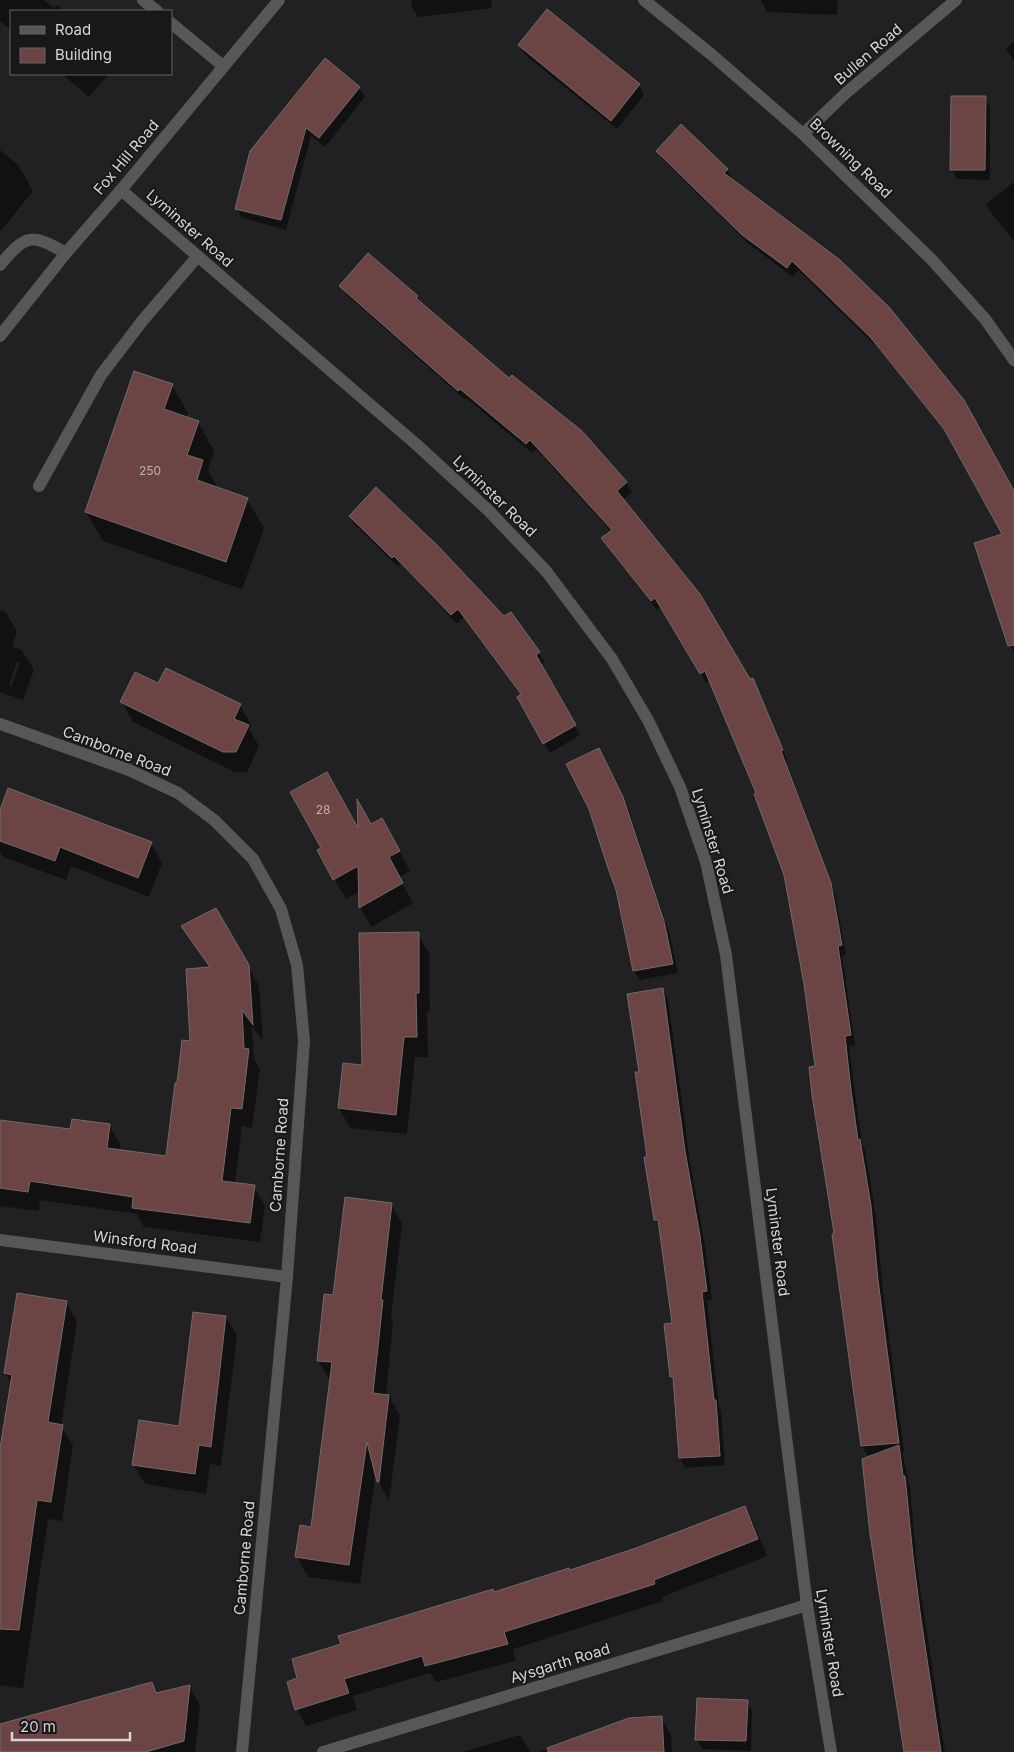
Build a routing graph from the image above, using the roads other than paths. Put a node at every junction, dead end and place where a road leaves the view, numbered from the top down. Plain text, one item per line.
1 (143, 0) edge
2 (279, 0) edge
3 (644, 0) edge
4 (956, 0) edge
5 (156, 10) edge
6 (172, 24) edge
7 (223, 66) junction
8 (804, 134) junction
9 (121, 190) junction
10 (66, 253) junction
11 (197, 257) junction
12 (0, 265) edge
13 (0, 336) edge
14 (1014, 360) edge
15 (39, 486) dead end
16 (0, 724) edge
17 (0, 1240) edge
18 (286, 1277) junction
19 (807, 1605) junction
20 (242, 1752) edge
21 (323, 1752) edge
22 (831, 1752) edge

1 - 5 street
2 - 7 street, Fox Hill Road
3 - 8 street, Browning Road
4 - 8 street, Bullen Road
6 - 7 street
7 - 9 street, Fox Hill Road
8 - 14 street, Browning Road
9 - 10 street, Fox Hill Road
9 - 11 street, Lyminster Road
10 - 12 street
10 - 13 street, Fox Hill Road
11 - 15 street
11 - 19 street, Lyminster Road
16 - 18 street, Camborne Road
17 - 18 street, Winsford Road
18 - 20 street, Camborne Road
19 - 21 street, Aysgarth Road
19 - 22 street, Lyminster Road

§ Problem requirements:
Transcribe the full listing above exactly, with the images removed.

§ The completed task:
Build a routing graph from the image above, using the roads other than paths. Put a node at every junction, dead end and place where a road leaves the view, numbered from the top down. Plain text, one item per line.
1 (143, 0) edge
2 (279, 0) edge
3 (644, 0) edge
4 (956, 0) edge
5 (156, 10) edge
6 (172, 24) edge
7 (223, 66) junction
8 (804, 134) junction
9 (121, 190) junction
10 (66, 253) junction
11 (197, 257) junction
12 (0, 265) edge
13 (0, 336) edge
14 (1014, 360) edge
15 (39, 486) dead end
16 (0, 724) edge
17 (0, 1240) edge
18 (286, 1277) junction
19 (807, 1605) junction
20 (242, 1752) edge
21 (323, 1752) edge
22 (831, 1752) edge

1 - 5 street
2 - 7 street, Fox Hill Road
3 - 8 street, Browning Road
4 - 8 street, Bullen Road
6 - 7 street
7 - 9 street, Fox Hill Road
8 - 14 street, Browning Road
9 - 10 street, Fox Hill Road
9 - 11 street, Lyminster Road
10 - 12 street
10 - 13 street, Fox Hill Road
11 - 15 street
11 - 19 street, Lyminster Road
16 - 18 street, Camborne Road
17 - 18 street, Winsford Road
18 - 20 street, Camborne Road
19 - 21 street, Aysgarth Road
19 - 22 street, Lyminster Road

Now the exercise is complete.